====== Records provided ======
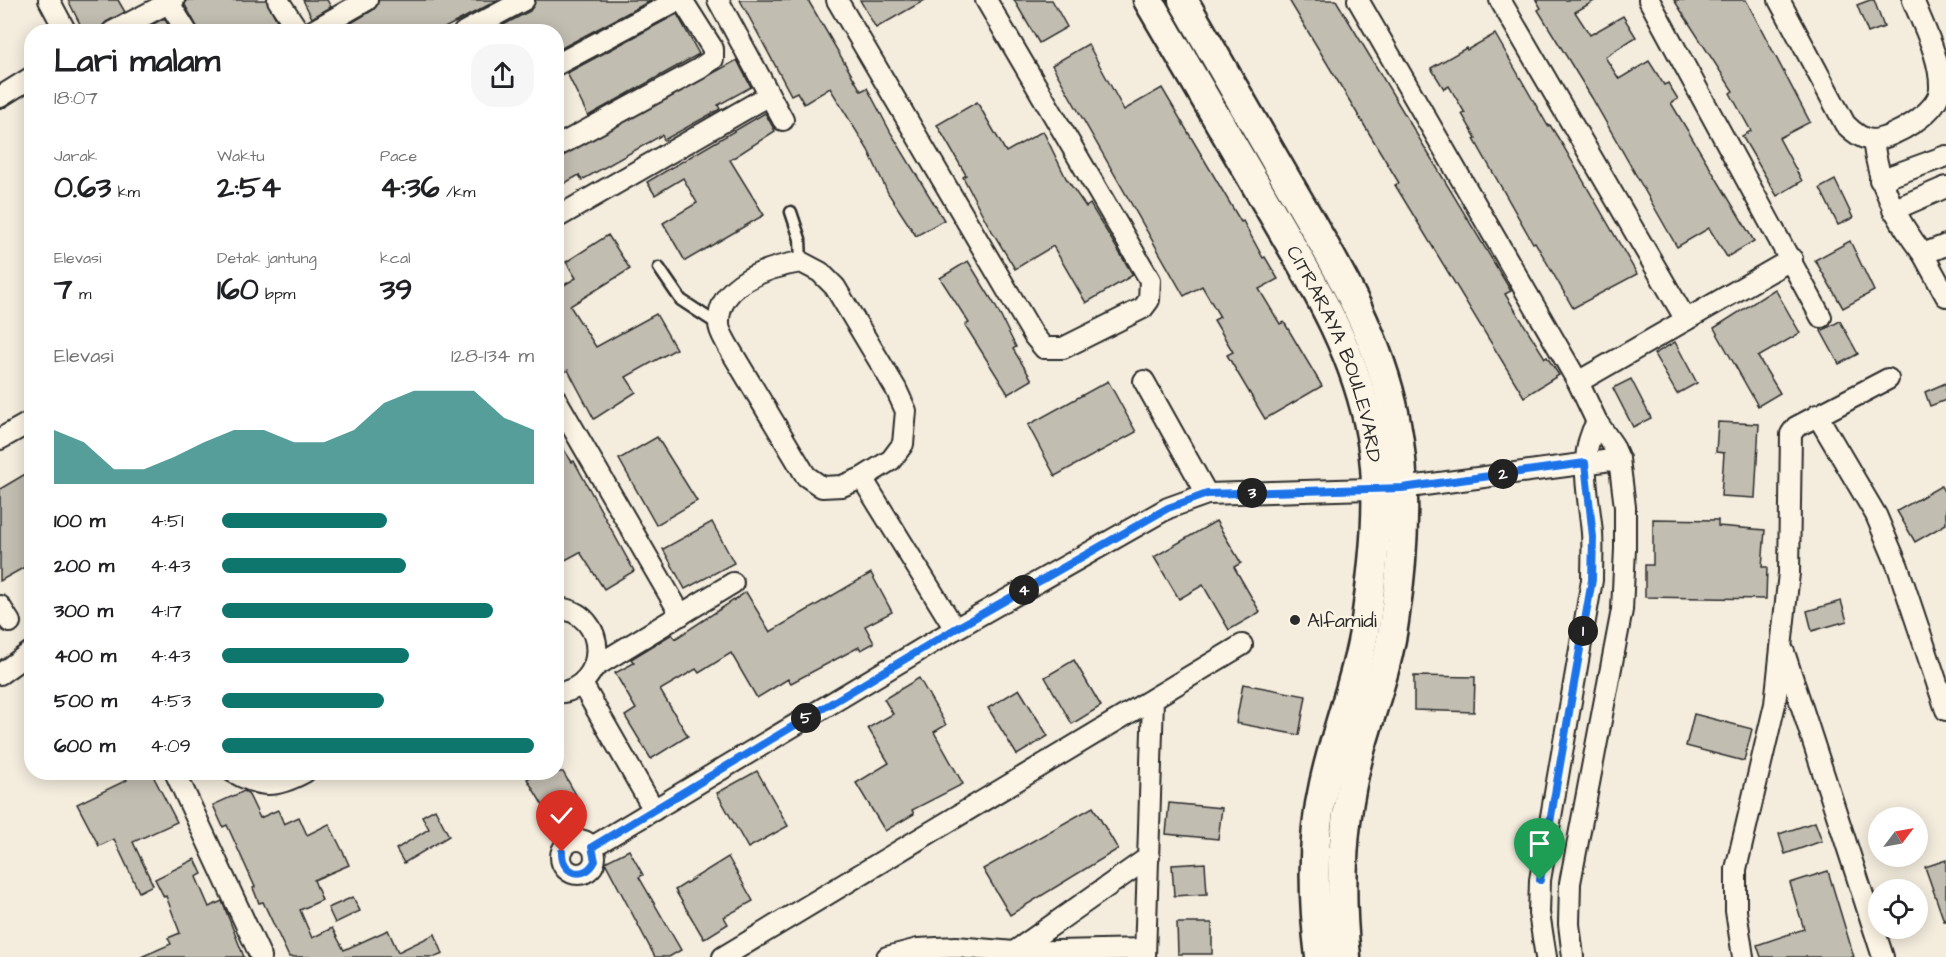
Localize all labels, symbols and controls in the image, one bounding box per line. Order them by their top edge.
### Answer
text: Lari malam [54,38,220,84]
button: share [471,44,534,107]
text: 18:07 [54,84,98,112]
text: Jarak [54,145,97,167]
text: Waktu [217,145,265,167]
text: Pace [380,145,417,167]
text: 0.63 [54,167,111,209]
text: 2:54 [217,167,281,209]
text: 4:36 [380,167,440,209]
text: km [111,181,140,203]
text: /km [440,181,475,203]
street label: CITRARAYA BOULEVARD [1279,240,1388,464]
text: Elevasi [54,247,102,269]
text: Detak jantung [217,247,317,269]
text: kcal [380,247,411,269]
text: 7 [54,269,72,311]
text: 160 [217,269,259,311]
text: 39 [380,269,412,311]
text: m [72,283,91,305]
text: bpm [259,283,295,305]
text: Elevasi [54,342,113,370]
text: 128–134 m [451,342,534,370]
pin: 2 [1488,459,1518,489]
text: 2 [1498,463,1508,485]
pin: 3 [1237,478,1267,508]
text: 3 [1248,482,1256,504]
text: 100 m [54,507,105,535]
text: 4:51 [150,507,184,535]
text: 200 m [54,552,114,580]
text: 4:43 [150,552,191,580]
pin: 4 [1009,575,1039,605]
text: 4 [1019,579,1029,601]
text: 300 m [54,597,113,625]
text: 4:17 [150,597,182,625]
place label: Alfamidi [1307,607,1377,635]
marker: Alfamidi [1288,613,1302,627]
pin: 1 [1568,616,1598,646]
text: 1 [1582,620,1584,642]
text: 400 m [54,642,116,670]
text: 4:43 [150,642,191,670]
text: 500 m [54,687,117,715]
text: 4:53 [150,687,191,715]
pin: 5 [791,703,821,733]
text: 5 [800,707,812,729]
text: 600 m [54,732,115,760]
text: 4:09 [150,732,191,760]
pin [536,790,587,852]
icon: check [545,799,578,832]
north arrow [1868,807,1928,867]
map controls [1868,807,1928,939]
pin [1514,818,1565,880]
icon: arrive [1523,827,1556,860]
button: locate [1868,879,1928,939]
======
● About this task: For this exercise, transcribe the data above line by line, exactly, with pictures omitted.

● Response below:
Localize all labels, symbols and controls in the image, one bounding box per line. Order them by their top edge.
### Answer
text: Lari malam [54,38,220,84]
button: share [471,44,534,107]
text: 18:07 [54,84,98,112]
text: Jarak [54,145,97,167]
text: Waktu [217,145,265,167]
text: Pace [380,145,417,167]
text: 0.63 [54,167,111,209]
text: 2:54 [217,167,281,209]
text: 4:36 [380,167,440,209]
text: km [111,181,140,203]
text: /km [440,181,475,203]
street label: CITRARAYA BOULEVARD [1279,240,1388,464]
text: Elevasi [54,247,102,269]
text: Detak jantung [217,247,317,269]
text: kcal [380,247,411,269]
text: 7 [54,269,72,311]
text: 160 [217,269,259,311]
text: 39 [380,269,412,311]
text: m [72,283,91,305]
text: bpm [259,283,295,305]
text: Elevasi [54,342,113,370]
text: 128–134 m [451,342,534,370]
pin: 2 [1488,459,1518,489]
text: 2 [1498,463,1508,485]
pin: 3 [1237,478,1267,508]
text: 3 [1248,482,1256,504]
text: 100 m [54,507,105,535]
text: 4:51 [150,507,184,535]
text: 200 m [54,552,114,580]
text: 4:43 [150,552,191,580]
pin: 4 [1009,575,1039,605]
text: 4 [1019,579,1029,601]
text: 300 m [54,597,113,625]
text: 4:17 [150,597,182,625]
place label: Alfamidi [1307,607,1377,635]
marker: Alfamidi [1288,613,1302,627]
pin: 1 [1568,616,1598,646]
text: 1 [1582,620,1584,642]
text: 400 m [54,642,116,670]
text: 4:43 [150,642,191,670]
text: 500 m [54,687,117,715]
text: 4:53 [150,687,191,715]
pin: 5 [791,703,821,733]
text: 5 [800,707,812,729]
text: 600 m [54,732,115,760]
text: 4:09 [150,732,191,760]
pin [536,790,587,852]
icon: check [545,799,578,832]
north arrow [1868,807,1928,867]
map controls [1868,807,1928,939]
pin [1514,818,1565,880]
icon: arrive [1523,827,1556,860]
button: locate [1868,879,1928,939]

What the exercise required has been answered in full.